Down With Big Query
Video Summary
In this video, I dive into the challenges of working with large and complex SQL queries, particularly those that are overly nested or contain numerous CTEs (Common Table Expressions). I share a specific example where I had to optimize a query that was running for about 30 seconds. By breaking down the query into smaller, more manageable parts and using temporary tables, we were able to significantly reduce execution time—from around 15 seconds to just under two seconds. This process not only improved performance but also made it easier to analyze and tune each component of the query independently. The video emphasizes the importance of avoiding overly complex queries and suggests that breaking down large queries into smaller, logically separated parts can lead to more efficient and maintainable code.
Full Transcript
Howdy folks, Erik Darling here with Erik Darling Data. Still, apparently, I guess. I guess we’re cool for the summer. And I realized that I had been writing and working with and talking a lot, and I even have a couple blog posts scheduled about how much I hate people who write big queries because they’re very misguided. People think, a lot of people who I’ve talked to, are like, well, you know, I have a CTEof this view or this drive table and SQL Server should cache that result and then do something else. And that’s just not what happens. And kind of like the more you just string together these, these little constructs, or nest them as deeply as your heart desires, or, you know, keep sort of tagging joins onto things. You know, it, it, it just doesn’t, just doesn’t scale well. I’ll say that. At some point, it makes sense both from a performance perspective and from an understandability and tunability perspective to break your query up at sort of logical stopping points to just not keep adding things on to your query to give you the results you want or give you some new piece of information. It’s not a good idea.
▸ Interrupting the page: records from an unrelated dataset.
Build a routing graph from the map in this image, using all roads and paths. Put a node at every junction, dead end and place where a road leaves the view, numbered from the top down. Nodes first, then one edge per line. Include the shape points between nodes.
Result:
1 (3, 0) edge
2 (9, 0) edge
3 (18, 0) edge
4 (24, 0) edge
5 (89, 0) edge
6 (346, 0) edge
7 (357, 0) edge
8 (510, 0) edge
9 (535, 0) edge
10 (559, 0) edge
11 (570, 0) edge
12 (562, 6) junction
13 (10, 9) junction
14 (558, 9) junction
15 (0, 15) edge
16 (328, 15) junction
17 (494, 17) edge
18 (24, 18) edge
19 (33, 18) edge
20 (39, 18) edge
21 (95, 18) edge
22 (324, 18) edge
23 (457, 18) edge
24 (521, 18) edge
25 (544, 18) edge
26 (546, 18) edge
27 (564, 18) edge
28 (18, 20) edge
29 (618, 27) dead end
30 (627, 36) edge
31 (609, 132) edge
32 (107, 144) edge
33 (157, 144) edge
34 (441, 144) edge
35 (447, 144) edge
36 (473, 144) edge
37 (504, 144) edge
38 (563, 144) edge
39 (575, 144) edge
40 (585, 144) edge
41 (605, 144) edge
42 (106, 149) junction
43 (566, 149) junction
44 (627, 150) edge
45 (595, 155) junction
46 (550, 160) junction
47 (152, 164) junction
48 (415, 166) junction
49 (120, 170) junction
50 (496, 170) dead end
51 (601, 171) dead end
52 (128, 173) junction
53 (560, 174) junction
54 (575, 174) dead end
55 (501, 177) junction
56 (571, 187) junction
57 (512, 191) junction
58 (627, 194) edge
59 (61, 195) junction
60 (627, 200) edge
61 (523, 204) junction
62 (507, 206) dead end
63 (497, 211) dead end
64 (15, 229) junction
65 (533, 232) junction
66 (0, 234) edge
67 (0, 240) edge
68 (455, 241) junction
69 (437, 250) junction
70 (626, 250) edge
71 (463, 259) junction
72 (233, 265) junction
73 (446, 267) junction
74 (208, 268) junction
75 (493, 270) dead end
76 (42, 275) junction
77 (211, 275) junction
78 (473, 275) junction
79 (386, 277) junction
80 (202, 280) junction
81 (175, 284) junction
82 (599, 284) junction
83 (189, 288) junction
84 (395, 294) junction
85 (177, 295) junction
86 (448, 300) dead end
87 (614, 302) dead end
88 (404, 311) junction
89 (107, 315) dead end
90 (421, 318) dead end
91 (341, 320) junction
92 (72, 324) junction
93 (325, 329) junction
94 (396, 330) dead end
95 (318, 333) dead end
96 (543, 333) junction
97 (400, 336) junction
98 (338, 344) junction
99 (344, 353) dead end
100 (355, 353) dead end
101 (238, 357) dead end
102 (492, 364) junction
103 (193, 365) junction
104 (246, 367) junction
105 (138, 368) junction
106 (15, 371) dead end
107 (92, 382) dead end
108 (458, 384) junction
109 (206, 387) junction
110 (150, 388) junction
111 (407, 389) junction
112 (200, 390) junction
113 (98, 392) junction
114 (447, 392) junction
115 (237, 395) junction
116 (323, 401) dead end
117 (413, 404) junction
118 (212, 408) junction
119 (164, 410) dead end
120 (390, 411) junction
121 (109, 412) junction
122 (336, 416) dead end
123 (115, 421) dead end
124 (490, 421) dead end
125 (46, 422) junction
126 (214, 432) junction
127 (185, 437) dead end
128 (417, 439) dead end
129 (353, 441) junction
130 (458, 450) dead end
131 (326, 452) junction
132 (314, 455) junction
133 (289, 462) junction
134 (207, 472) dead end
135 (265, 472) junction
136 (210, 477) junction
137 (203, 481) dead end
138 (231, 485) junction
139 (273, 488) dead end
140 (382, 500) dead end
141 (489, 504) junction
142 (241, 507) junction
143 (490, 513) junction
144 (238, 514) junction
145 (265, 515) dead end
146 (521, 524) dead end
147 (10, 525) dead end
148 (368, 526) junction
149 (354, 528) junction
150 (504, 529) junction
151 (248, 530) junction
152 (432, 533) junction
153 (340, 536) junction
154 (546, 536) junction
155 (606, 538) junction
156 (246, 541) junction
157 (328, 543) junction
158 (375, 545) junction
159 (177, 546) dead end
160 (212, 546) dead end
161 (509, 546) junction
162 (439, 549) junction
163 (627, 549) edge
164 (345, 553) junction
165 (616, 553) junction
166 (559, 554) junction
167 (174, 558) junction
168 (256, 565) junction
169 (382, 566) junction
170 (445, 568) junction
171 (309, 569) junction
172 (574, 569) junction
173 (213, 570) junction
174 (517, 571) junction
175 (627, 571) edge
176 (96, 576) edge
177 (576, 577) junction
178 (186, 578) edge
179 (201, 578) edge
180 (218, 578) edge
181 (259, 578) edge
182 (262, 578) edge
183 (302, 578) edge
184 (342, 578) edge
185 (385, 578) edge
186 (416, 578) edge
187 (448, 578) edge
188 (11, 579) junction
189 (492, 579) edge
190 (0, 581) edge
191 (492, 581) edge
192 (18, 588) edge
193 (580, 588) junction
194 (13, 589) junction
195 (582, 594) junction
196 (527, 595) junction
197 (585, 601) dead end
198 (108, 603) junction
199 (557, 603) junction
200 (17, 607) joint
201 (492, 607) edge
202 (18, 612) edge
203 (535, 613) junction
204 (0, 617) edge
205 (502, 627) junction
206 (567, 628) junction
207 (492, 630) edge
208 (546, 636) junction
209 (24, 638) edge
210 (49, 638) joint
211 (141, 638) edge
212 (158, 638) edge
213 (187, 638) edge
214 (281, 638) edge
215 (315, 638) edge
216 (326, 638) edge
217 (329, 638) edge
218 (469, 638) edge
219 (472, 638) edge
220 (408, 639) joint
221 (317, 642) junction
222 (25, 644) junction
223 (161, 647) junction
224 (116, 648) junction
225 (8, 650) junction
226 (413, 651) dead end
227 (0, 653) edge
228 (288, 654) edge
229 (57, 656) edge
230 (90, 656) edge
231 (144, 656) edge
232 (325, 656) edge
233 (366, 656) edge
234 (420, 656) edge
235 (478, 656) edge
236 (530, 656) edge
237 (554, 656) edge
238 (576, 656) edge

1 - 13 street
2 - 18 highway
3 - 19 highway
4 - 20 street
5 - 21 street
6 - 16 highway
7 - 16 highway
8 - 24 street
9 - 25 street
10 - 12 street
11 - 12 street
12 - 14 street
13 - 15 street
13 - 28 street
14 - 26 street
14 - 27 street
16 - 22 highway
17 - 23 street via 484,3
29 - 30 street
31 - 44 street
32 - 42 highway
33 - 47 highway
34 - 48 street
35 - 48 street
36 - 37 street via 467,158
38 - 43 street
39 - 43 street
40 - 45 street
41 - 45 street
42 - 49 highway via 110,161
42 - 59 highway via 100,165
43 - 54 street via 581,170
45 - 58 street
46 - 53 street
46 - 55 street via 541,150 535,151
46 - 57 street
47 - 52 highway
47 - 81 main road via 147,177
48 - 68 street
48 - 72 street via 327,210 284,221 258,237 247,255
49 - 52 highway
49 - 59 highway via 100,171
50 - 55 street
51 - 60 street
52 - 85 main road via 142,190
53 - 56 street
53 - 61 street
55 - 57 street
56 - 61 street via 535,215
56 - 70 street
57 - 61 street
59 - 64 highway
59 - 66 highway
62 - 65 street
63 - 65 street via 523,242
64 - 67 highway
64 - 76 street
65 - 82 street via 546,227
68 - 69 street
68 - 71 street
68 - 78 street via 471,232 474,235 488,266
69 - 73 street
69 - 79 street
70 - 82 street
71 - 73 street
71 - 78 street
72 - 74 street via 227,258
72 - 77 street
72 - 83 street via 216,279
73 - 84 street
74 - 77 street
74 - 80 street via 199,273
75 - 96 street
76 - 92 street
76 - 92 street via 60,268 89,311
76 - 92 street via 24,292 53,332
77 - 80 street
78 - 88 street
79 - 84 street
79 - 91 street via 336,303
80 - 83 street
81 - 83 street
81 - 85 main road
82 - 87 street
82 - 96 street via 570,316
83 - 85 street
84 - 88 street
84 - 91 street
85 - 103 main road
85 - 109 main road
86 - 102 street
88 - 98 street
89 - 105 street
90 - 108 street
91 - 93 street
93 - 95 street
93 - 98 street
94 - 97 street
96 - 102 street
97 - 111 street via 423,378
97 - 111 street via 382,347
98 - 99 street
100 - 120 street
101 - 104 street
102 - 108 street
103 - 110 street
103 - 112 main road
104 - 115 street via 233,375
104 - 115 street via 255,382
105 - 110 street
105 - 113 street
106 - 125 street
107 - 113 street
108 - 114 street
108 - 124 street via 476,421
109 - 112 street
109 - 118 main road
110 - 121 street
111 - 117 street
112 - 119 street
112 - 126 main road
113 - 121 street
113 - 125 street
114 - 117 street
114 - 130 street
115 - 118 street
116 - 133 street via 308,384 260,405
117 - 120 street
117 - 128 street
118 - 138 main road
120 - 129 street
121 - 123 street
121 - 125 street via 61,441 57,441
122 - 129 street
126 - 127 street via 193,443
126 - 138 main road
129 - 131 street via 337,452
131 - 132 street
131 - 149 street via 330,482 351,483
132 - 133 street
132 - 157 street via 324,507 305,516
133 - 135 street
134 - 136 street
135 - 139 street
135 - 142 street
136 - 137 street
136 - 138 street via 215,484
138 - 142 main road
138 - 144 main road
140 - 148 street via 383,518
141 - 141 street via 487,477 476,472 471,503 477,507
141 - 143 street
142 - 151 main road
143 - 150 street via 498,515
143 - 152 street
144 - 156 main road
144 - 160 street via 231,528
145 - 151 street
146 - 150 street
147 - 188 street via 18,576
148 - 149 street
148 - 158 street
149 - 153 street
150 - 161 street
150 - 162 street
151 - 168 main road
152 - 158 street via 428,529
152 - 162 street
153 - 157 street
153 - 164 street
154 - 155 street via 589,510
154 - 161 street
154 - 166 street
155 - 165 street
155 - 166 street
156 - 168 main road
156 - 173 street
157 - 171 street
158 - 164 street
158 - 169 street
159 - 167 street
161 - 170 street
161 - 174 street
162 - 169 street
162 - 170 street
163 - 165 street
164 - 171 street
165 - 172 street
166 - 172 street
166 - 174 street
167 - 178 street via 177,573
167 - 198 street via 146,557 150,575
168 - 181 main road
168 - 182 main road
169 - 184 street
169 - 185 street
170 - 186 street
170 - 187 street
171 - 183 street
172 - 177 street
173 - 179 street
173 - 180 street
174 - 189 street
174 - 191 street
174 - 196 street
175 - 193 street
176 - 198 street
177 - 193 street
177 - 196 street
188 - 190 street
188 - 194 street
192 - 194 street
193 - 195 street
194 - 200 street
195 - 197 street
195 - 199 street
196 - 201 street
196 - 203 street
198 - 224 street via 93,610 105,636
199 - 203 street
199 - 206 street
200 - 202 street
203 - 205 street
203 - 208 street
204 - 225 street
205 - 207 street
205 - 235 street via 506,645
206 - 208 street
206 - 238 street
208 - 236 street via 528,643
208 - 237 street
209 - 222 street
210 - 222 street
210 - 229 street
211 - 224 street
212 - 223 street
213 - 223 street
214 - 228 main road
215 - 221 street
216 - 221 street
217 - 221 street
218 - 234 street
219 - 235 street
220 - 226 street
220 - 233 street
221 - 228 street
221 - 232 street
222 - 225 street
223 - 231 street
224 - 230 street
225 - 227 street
So I have this, this query in particular that I wrote from scratch. And while I was writing it and running it and everything, SQL Server came up with a number of missing index suggestions for me. It actually came up with six. And I’ve thoughtfully labeled them missing index one through six down here. And I’ve added all these already. I’m not going to sit here and make you watch me add these indexes. But they’re all stuff that SQL Server was like, hey, if you add this, it’ll make the query faster. And to some extent, they did. But this query still runs for about 30 seconds. So we have this question post thing up here that basically finds questions with some filters on them to make sure they have like a positive score and they’ve accepted an answer and they haven’t been closed or community owned. And sort of the same deal with answers down here. I just make sure they have a positive score and that they’re not community owned. And then what we do is join those two tables together on the parent ID of the answer equaling the ID of the question to make sure that we don’t have someone who’s self answered. Right? So that’s the only point of that.
And then we go and hit the votes table to see if there are any bounties assigned to those questions or answers. And then we come out of there and we do some sort of annoying, complicated stuff to join back to the users table, get some information about comment scores. But this is, you know, I know it’s not fun looking at code like this. You don’t have to understand it all. You just have to understand that this is the kind of code that I see when I work with people that I end up doing this exact same process that I’m going to show you. So let’s look at the query plan real quick. This inserts 2,000, 29,380 rows and it runs for 30 seconds right there. We zoom in on this. That’s 30 seconds of wall clock time that we spend running this query.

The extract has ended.